With the Barnstone poem you get a sense of the variety in the anthology. This poem is, of course, also about kissing, but it takes a very different approach to the subject. It’s grotesque with its monstrous kiss, the poor woman literally consumed by the wrong man’s kiss. There’s nothing tender here. But what a smart poem! It’s a beautifully executed, two-sentence sonnet, though the reader is so pulled in by the subject matter that form might easily be missed. As in Ebihara’s poem, the imagery is wonderful. There’s the landscape of the man’s mouth where the woman now dwells and the stunning final image of the nicer man she might have kissed, one “who ate less.”
I’d also love a poem from you—maybe a romantic poem, or that wonderful poem, “My Husband Discovers Poetry”?
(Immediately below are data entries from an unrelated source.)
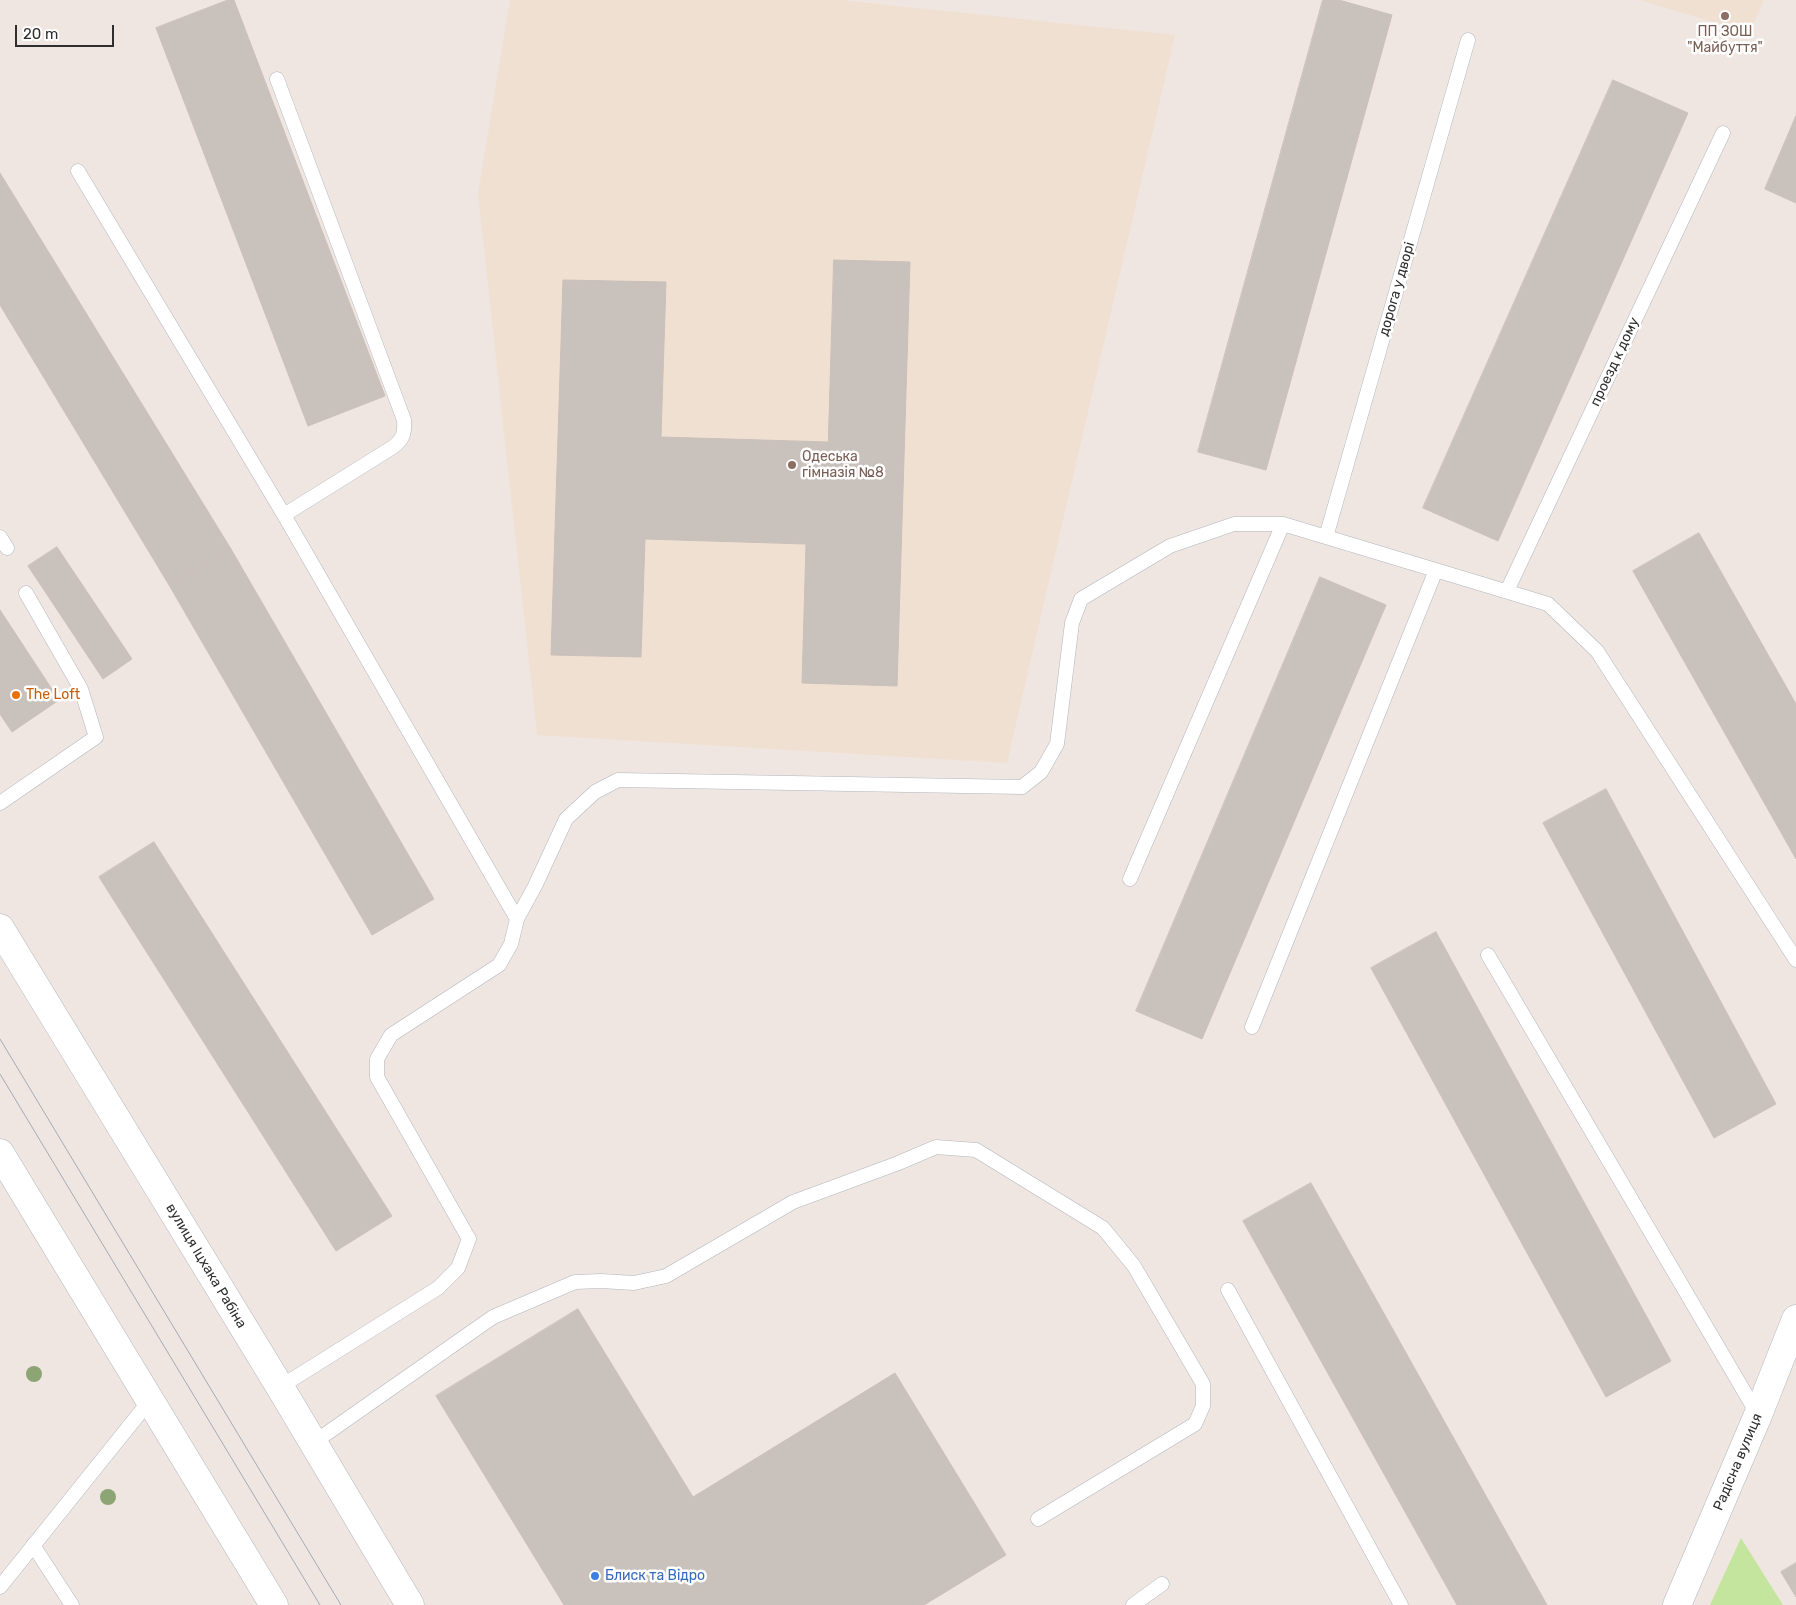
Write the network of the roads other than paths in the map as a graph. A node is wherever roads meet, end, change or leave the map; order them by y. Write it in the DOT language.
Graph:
graph roads {
  1 [pos="1468,40"];
  2 [pos="277,80"];
  3 [pos="1723,133"];
  4 [pos="78,171"];
  5 [pos="284,515"];
  6 [pos="1282,524"];
  7 [pos="1326,538"];
  8 [pos="1436,570"];
  9 [pos="1507,591"];
  10 [pos="26,593"];
  11 [pos="0,803"];
  12 [pos="1130,880"];
  13 [pos="517,919"];
  14 [pos="0,928"];
  15 [pos="1488,956"];
  16 [pos="1796,960"];
  17 [pos="1252,1027"];
  18 [pos="0,1153"];
  19 [pos="1228,1290"];
  20 [pos="1796,1319"];
  21 [pos="280,1387"];
  22 [pos="151,1400"];
  23 [pos="1758,1414"];
  24 [pos="313,1443"];
  25 [pos="1038,1519"];
  26 [pos="33,1545"];
  27 [pos="1162,1584"];
  28 [pos="0,1587"];
  29 [pos="72,1605"];
  30 [pos="274,1605"];
  31 [pos="410,1605"];
  32 [pos="1133,1605"];
  33 [pos="1401,1605"];
  34 [pos="1677,1605"];
  1 -- 7 [label="lane, дорога у дворі"];
  2 -- 5 [label="lane"];
  3 -- 9 [label="lane, проезд к дому"];
  4 -- 5 [label="lane"];
  5 -- 13 [label="lane"];
  6 -- 7 [label="lane"];
  6 -- 12 [label="lane"];
  6 -- 13 [label="lane"];
  7 -- 8 [label="lane"];
  8 -- 9 [label="lane"];
  8 -- 17 [label="lane"];
  9 -- 16 [label="lane"];
  10 -- 11 [label="lane"];
  13 -- 21 [label="lane"];
  14 -- 21 [label="main road, вулиця Іцхака Рабіна"];
  15 -- 23 [label="lane"];
  18 -- 22 [label="main road"];
  19 -- 33 [label="lane"];
  20 -- 23 [label="main road, Радісна вулиця"];
  21 -- 24 [label="main road, вулиця Іцхака Рабіна"];
  22 -- 26 [label="lane"];
  22 -- 30 [label="main road"];
  23 -- 34 [label="main road, Радісна вулиця"];
  24 -- 25 [label="lane"];
  24 -- 31 [label="main road, вулиця Іцхака Рабіна"];
  26 -- 28 [label="lane"];
  26 -- 29 [label="lane"];
  27 -- 32 [label="lane"];
}
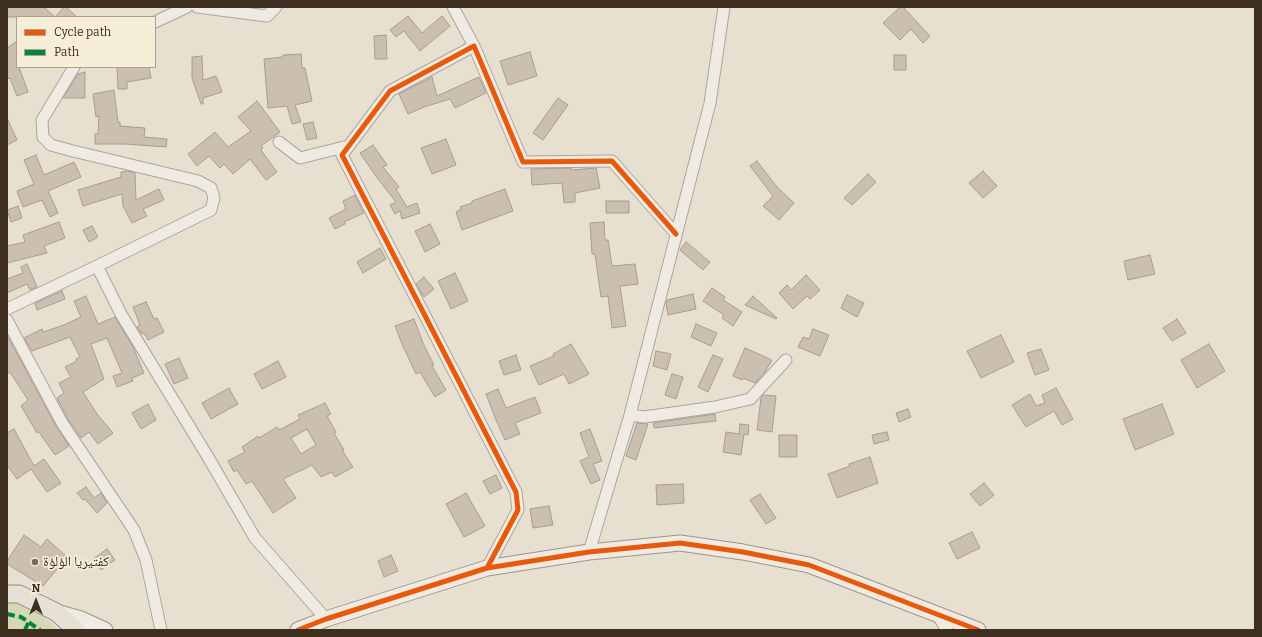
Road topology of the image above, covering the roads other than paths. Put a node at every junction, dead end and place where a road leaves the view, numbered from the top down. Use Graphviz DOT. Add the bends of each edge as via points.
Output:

My Husband Discovers Poetry
Because my husband would not read my poems,
I wrote one about how I did not love him.
In lines of strict iambic pentameter,
I detailed his coldness, his lack of humor.
It felt good to do this.
Stanza by stanza, I grew bolder and bolder.
Towards the end, struck by inspiration,
I wrote about my old boyfriend,
a boy I had not loved enough to marry
but who could make me laugh and laugh.
I wrote about a night years after we parted
when my husband’s coldness drove me from the house
and back to my old boyfriend.
I even included the name of a seedy motel
well-known for hosting quickies.
I have a talent for verisimilitude.
In sensuous images, I described
how my boyfriend and I stripped off our clothes,
got into bed, and kissed and kissed,
then spent half the night telling jokes,
many of them about my husband.
I left the ending deliberately ambiguous,
then hid the poem away
in an old trunk in the basement.
You know how this story ends,
how my husband one day loses something,
goes into the basement,
and rummages through the old trunk,
how he uncovers the hidden poem
and sits down to read it.
But do you hear the strange sounds
that floated up the stairs that day,
the sounds of an animal, its paw caught
in one of those traps with teeth of steel?
Do you see the wounded creature
at the bottom of the stairs,
his shoulders hunched over and shaking,
fist in his mouth and choking back sobs?
It was my husband paying tribute to my art.
Diane Lockward is the author of four poetry books, most recently The Uneaten Carrots of Atonement (Wind, 2016). She is also the editor of The Practicing Poet: Writing Beyond the Basics and two previous craft books, The Crafty Poet and The Crafty Poet II. Her poems have been included in such journals as Harvard Review, Southern Poetry Review, and Prairie Schooner. Her work has also been featured on Poetry Daily, Verse Daily, American Life in Poetry, and The Writer’s Almanac. She is the founder and publisher of Terrapin Books.